X

'Critical' megapatch sews up 10 holes in IE

Microsoft bulletins highlight browser flaw being used in cyberattacks, plus fix bugs in Windows and other software.

Joris Evers Staff Writer, CNET News.com
Joris Evers covers security.
Joris Evers
4 min read
Microsoft on Tuesday released a "critical" Internet Explorer update that fixes 10 vulnerabilities in the Web browser, including a high-profile bug that is already being used in cyberattacks.

The Redmond, Wash., software giant sent out the IE megafix as part of its monthly Patch Tuesday cycle of bulletins. In addition, Microsoft delivered two bulletins for "critical" Windows flaws, one for an "important" vulnerability in Outlook Express and one for a "moderate" bug in a component of FrontPage and SharePoint.

"This patch release is a big one with lots of aftershocks," said Jonathan Bitle, a product manager at security company Qualys. "Three of the five updates, the IE and Windows updates, are especially critical as they take advantage of inexperienced users...Although a worm epidemic is unlikely, users can be easily enticed to visit malicious Web pages."

Eight of the 10 vulnerabilities repaired by the IE update could be abused to gain complete control over a Windows computer running vulnerable versions of the Web browser. In all instances, an attacker would have to create a malicious Web site and trick people into visiting that site to hook into a PC, Microsoft said in its Security Bulletin MS06-013.

Microsoft rates its browser update "critical" for IE 5 and IE 6, the most-used versions of the popular software. IE is vulnerable on all current versions of the Windows operating system--Windows 2000, Windows XP and Windows Server 2003--as well as on the older Windows 98 and Windows Millennium Edition, the company said.

"An attacker who successfully exploited the most severe of these vulnerabilities could take complete control of an affected system," Microsoft said in its alert. "We recommend that customers apply the update immediately." Windows users who have automatic updates enabled for the operating system will have the fixes delivered to them.

Microsoft had been under pressure to rush the IE patch out before Tuesday because miscreants were already exploiting one of the flaws. Third parties had even provided temporary fixes for this "CreateTextRange" bug, which experts said was being used by malicious Web sites to try to drop code such as spyware on vulnerable PCs.

According to Microsoft's bulletin, three of the 10 vulnerabilities fixed by the update had been publicly disclosed. Only the CreateTextRange flaw was being exploited in attacks, the software maker said.

But Symantec has information that three of the flaws were already being exploited in attacks prior to Microsoft's patch release. More attacks are likely to follow, Oliver Friedrichs, a director at Symantec Security Response, said in a statement. "According to the latest Symantec Internet Security Threat Report, the average time between the release of a security patch and the development of an exploit is six days," he said.

Holes in Windows
In a double-whammy for Windows users, all versions of the operating system vulnerable to the IE problems are also affected by two other "critical" flaws, Microsoft said. These holes could also allow an intruder to commandeer a PC. One is related to a specific ActiveX control, a kind of Web program, (MS06-014), and the other deals with a bug in Windows Explorer (MS06-015).
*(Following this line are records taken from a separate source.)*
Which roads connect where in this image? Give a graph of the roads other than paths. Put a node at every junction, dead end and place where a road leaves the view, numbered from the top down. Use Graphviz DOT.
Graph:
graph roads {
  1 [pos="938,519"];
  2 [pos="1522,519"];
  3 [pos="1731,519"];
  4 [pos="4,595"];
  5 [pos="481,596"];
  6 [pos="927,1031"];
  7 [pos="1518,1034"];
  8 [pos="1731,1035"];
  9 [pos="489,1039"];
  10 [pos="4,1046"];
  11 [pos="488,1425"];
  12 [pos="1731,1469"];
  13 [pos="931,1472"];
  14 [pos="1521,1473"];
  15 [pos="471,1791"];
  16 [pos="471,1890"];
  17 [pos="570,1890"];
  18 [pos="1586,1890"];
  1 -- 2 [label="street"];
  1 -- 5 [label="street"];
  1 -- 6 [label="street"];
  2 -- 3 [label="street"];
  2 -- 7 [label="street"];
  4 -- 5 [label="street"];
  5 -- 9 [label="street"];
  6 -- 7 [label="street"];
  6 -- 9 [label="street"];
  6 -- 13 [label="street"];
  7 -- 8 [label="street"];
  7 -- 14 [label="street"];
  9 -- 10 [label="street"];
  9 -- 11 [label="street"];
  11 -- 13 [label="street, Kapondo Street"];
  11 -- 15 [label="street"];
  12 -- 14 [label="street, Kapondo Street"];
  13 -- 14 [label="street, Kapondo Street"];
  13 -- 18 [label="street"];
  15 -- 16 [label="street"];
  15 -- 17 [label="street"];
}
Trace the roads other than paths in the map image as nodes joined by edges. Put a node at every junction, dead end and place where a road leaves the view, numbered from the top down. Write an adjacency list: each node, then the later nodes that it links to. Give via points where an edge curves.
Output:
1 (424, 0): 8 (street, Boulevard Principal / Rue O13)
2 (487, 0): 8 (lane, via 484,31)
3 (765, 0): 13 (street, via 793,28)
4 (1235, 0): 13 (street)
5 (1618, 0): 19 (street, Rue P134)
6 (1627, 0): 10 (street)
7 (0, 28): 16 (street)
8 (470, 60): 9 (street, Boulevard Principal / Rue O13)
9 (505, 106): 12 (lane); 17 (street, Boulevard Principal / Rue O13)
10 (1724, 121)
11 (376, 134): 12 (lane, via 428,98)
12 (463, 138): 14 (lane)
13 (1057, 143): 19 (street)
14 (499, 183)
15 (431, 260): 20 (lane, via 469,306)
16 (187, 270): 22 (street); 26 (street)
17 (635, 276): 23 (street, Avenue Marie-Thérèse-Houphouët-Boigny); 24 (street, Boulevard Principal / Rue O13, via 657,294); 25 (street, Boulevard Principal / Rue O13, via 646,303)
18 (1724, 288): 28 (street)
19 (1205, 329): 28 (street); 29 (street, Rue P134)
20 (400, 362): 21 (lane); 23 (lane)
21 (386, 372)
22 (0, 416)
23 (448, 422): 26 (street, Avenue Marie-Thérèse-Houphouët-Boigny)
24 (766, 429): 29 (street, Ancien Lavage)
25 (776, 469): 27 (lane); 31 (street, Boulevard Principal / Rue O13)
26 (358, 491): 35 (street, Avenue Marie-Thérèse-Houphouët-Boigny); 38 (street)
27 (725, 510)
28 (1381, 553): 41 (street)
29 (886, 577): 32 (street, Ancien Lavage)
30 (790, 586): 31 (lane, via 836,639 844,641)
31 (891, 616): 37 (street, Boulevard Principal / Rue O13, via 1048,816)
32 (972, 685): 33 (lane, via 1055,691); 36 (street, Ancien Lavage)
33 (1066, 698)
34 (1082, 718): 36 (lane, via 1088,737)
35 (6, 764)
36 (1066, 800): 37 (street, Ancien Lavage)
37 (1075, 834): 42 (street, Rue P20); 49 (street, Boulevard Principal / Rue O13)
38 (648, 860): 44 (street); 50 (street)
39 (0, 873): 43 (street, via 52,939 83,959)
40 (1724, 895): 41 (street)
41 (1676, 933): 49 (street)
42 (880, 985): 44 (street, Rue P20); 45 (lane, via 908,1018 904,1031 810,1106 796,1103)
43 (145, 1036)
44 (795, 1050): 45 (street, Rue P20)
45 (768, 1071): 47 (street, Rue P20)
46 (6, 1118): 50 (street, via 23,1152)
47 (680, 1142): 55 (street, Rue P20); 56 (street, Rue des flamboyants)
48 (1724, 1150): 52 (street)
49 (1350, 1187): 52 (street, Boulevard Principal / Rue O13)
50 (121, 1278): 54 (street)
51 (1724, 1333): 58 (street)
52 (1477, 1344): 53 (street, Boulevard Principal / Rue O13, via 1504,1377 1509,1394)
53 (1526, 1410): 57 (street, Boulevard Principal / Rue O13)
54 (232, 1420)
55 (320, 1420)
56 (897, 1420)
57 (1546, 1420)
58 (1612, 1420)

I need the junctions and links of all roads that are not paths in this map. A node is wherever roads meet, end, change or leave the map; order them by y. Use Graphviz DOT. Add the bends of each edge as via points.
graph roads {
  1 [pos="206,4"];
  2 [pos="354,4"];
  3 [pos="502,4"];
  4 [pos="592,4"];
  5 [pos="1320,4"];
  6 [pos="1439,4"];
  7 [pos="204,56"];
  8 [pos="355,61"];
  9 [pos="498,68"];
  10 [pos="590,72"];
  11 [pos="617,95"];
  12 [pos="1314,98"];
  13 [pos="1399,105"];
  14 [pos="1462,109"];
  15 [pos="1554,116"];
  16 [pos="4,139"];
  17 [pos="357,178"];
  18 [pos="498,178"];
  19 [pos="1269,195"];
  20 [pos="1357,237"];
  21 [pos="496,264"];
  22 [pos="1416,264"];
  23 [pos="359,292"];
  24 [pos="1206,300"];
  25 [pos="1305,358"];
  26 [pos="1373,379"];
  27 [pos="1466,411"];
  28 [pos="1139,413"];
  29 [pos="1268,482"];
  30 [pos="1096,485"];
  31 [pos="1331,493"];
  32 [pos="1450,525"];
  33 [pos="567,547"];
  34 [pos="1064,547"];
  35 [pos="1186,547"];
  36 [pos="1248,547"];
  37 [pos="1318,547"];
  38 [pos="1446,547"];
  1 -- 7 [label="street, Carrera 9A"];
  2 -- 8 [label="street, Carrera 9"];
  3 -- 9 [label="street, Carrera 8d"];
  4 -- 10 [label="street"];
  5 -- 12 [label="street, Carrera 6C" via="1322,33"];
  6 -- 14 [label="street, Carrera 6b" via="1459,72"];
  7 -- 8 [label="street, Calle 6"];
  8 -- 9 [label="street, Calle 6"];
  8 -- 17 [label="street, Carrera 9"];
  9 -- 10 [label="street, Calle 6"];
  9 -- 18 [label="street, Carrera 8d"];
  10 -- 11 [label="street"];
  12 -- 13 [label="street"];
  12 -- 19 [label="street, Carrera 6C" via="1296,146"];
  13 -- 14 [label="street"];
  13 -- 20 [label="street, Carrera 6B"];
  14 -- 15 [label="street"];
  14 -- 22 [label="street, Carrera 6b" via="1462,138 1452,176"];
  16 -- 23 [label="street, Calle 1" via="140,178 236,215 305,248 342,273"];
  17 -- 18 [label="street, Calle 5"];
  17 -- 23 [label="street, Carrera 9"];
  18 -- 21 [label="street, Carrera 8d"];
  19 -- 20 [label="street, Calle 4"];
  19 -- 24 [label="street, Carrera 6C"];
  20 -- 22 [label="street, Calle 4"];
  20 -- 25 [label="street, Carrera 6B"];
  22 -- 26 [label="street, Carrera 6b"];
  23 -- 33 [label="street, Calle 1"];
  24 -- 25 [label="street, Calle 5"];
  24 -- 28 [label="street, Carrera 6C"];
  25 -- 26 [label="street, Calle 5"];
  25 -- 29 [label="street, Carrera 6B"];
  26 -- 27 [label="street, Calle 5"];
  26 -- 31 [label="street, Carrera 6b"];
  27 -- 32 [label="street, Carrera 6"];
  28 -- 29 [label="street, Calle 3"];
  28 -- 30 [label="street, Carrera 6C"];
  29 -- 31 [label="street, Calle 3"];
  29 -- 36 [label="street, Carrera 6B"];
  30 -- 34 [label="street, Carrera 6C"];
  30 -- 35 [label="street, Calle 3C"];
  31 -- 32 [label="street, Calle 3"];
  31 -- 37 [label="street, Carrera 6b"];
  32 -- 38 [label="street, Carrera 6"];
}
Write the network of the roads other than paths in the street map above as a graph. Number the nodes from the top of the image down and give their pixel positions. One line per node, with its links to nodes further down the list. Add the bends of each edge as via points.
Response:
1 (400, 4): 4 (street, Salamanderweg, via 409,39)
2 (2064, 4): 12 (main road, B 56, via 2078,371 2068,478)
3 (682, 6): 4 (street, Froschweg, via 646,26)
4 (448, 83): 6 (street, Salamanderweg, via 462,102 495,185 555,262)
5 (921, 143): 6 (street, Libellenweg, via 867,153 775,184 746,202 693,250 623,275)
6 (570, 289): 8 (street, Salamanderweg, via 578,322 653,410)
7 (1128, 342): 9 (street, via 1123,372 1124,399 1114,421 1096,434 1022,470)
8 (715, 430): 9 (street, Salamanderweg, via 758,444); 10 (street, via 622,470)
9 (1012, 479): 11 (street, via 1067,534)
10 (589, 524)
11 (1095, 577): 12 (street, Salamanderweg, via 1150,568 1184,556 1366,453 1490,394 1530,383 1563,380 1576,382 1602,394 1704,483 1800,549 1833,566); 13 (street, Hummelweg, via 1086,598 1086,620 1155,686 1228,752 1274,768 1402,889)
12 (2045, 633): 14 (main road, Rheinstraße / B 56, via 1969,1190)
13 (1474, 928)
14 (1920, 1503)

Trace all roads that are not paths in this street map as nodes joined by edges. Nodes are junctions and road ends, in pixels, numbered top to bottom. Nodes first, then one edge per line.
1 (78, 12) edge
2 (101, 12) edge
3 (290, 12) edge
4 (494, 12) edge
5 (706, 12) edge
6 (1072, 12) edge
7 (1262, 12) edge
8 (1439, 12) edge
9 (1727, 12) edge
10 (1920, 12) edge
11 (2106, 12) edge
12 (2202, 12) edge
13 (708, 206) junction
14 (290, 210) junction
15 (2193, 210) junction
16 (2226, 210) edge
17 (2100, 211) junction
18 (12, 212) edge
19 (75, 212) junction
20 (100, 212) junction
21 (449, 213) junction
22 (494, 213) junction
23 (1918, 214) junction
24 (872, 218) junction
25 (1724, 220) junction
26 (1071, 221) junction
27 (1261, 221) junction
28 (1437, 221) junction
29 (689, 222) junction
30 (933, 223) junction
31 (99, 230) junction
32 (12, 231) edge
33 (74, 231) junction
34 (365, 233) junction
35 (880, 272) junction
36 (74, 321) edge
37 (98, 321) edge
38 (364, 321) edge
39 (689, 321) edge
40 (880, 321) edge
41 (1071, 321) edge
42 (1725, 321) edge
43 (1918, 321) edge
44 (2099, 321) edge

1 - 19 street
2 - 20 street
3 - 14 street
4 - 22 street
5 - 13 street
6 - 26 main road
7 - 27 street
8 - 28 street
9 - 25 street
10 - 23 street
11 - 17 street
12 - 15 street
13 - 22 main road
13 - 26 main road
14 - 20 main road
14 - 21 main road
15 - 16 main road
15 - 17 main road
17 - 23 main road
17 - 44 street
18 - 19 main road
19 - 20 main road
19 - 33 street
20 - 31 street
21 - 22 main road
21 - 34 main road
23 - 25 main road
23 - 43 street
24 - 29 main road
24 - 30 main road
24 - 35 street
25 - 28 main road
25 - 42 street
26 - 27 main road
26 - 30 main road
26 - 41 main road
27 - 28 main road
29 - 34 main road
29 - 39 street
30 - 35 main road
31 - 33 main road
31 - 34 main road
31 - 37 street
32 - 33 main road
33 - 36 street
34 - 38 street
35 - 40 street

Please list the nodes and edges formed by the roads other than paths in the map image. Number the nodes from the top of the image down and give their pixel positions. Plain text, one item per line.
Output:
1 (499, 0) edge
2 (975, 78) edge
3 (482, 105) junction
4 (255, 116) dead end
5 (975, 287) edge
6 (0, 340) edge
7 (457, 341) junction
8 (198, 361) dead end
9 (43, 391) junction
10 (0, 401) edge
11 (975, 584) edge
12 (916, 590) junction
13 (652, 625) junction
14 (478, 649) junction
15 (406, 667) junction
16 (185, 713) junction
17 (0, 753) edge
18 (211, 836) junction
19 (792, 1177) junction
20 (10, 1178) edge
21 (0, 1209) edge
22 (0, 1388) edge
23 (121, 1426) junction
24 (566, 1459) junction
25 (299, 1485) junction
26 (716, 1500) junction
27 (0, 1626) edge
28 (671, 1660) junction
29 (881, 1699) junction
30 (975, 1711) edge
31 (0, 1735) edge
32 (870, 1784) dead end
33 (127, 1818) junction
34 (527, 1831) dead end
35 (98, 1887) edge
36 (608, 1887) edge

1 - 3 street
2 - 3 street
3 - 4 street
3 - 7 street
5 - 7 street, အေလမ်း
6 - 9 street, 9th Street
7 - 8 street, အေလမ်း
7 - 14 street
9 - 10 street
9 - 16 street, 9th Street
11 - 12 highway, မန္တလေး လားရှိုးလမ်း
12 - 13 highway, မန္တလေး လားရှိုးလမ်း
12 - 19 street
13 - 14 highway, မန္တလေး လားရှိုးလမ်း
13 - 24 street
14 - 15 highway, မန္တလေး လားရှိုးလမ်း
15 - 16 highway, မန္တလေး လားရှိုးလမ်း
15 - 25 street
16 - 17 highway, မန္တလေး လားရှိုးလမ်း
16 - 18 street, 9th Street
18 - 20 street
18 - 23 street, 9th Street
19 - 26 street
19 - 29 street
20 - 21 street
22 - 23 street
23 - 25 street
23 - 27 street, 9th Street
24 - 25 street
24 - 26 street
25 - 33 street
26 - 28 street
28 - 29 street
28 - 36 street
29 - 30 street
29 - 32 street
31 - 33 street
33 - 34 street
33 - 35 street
In these cases also, an intruder would have to build a special Web page to take advantage of the security hole. Some of the vulnerabilities in Windows and IE could also be exploited using an HTML e-mail, which essentially is a Web page sent in an e-mail message.

Users of Outlook Express face an additional security risk, in that the e-mail application is flawed in the way it handles Windows Address Book files. Opening a specially crafted WAB file can result in execution of malicious code, giving an attacker control of the Windows PC, Microsoft said in Security Bulletin MS06-016.

The Windows bugs as well as the Outlook Express flaw were reported privately to Microsoft and have not been used in any attacks, the company said.

The last of the five security alerts issued by Microsoft, MS06-017, affects the lowest number of users and is deemed a "moderate" risk. The cross-site scripting flaw in FrontPage Web site building software and SharePoint collaboration software could lead to a system compromise, the company said.

Eolas tweaks
The IE update, in addition to security fixes, makes a change to the way IE handles ActiveX controls. These tweaks are a response to a long-running patent dispute between Microsoft and Eolas Technologies, a start-up backed by the University of California. The changes can affect how certain sites display in the browser.

People who need more time to adjust to the ActiveX changes can download a special patch that will disable them for two months. This "compatibility patch" is specifically designed for businesses that may have homegrown applications that use ActiveX, Microsoft has said.